- **Your instructions**: In the entries below, which lines run from the one containing "index tip: (309, 149)" to the one containing "pinky tip: (400, 279)"? Copy exactly those lines, ends included, and no others.
----------------------------------------
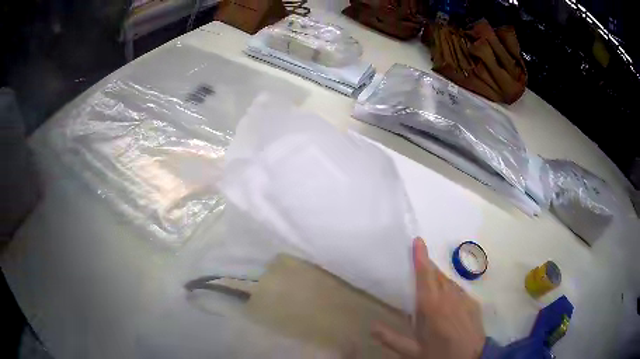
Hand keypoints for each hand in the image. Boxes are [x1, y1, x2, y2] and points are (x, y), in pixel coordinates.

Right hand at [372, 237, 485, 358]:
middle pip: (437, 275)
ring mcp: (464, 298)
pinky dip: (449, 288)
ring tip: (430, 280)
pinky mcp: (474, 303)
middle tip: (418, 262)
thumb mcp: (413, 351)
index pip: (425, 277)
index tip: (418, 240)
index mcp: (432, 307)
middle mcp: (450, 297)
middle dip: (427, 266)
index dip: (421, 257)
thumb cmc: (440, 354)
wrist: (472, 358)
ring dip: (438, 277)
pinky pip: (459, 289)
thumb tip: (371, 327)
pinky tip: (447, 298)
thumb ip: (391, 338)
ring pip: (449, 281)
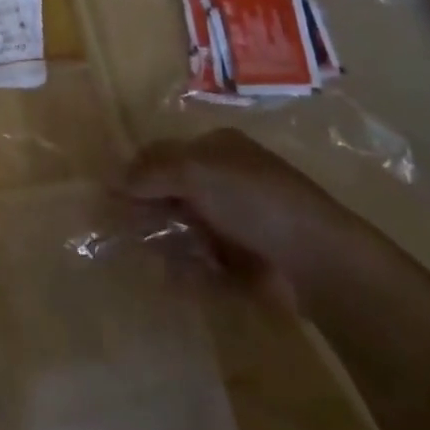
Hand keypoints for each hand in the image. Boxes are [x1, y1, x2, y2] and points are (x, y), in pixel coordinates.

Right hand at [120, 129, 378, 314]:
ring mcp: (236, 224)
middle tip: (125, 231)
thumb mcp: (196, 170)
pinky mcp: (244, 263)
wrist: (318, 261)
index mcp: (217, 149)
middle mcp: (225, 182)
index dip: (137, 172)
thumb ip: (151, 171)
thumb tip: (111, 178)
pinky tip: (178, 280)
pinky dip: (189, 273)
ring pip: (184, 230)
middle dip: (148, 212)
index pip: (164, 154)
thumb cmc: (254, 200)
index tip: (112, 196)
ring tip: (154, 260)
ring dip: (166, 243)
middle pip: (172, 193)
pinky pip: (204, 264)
----------------------------------------
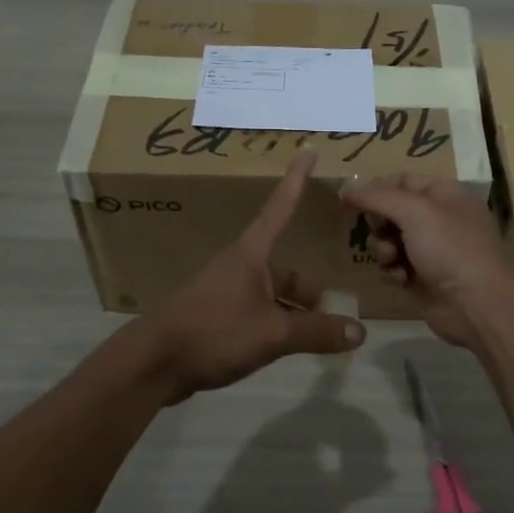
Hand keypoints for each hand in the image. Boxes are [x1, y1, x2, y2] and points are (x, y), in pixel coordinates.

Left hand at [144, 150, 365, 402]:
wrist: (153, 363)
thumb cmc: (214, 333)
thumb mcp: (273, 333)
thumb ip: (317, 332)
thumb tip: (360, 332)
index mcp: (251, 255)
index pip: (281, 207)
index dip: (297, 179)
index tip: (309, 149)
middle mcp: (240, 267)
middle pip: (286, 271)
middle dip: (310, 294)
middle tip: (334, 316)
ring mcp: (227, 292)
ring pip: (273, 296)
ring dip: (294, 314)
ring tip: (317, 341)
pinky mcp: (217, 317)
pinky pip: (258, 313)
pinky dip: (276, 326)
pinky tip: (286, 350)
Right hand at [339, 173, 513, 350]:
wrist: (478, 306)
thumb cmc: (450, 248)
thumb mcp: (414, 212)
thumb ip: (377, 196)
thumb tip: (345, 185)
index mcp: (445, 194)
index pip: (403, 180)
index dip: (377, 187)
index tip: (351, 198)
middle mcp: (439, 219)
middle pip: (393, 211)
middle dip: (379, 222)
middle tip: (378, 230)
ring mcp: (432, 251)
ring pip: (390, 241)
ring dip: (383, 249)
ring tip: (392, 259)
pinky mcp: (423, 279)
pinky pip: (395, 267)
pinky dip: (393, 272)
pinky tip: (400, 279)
----------------------------------------
- **Task response**:
index tip: (309, 149)
middle mcp: (240, 267)
middle pip: (286, 271)
middle dip: (310, 294)
middle tip: (334, 316)
ring mcp: (227, 292)
ring pip: (273, 296)
ring dip: (294, 314)
ring tip: (317, 341)
pinky mcp: (217, 317)
pinky pip: (258, 313)
pinky dip: (276, 326)
pinky tip: (286, 350)
Right hand at [339, 173, 513, 350]:
wrist: (478, 306)
thumb cmc: (450, 248)
thumb mcp: (414, 212)
thumb ip: (377, 196)
thumb tip: (345, 185)
index mcp: (445, 194)
index pip: (403, 180)
index dip: (377, 187)
index tip: (351, 198)
middle mcp: (439, 219)
middle pip: (393, 211)
middle dip: (379, 222)
middle tip: (378, 230)
ring mcp: (432, 251)
ring pip: (390, 241)
ring dip: (383, 249)
ring tip: (392, 259)
pinky mcp: (423, 279)
pinky pip: (395, 267)
pinky dip: (393, 272)
pinky tip: (400, 279)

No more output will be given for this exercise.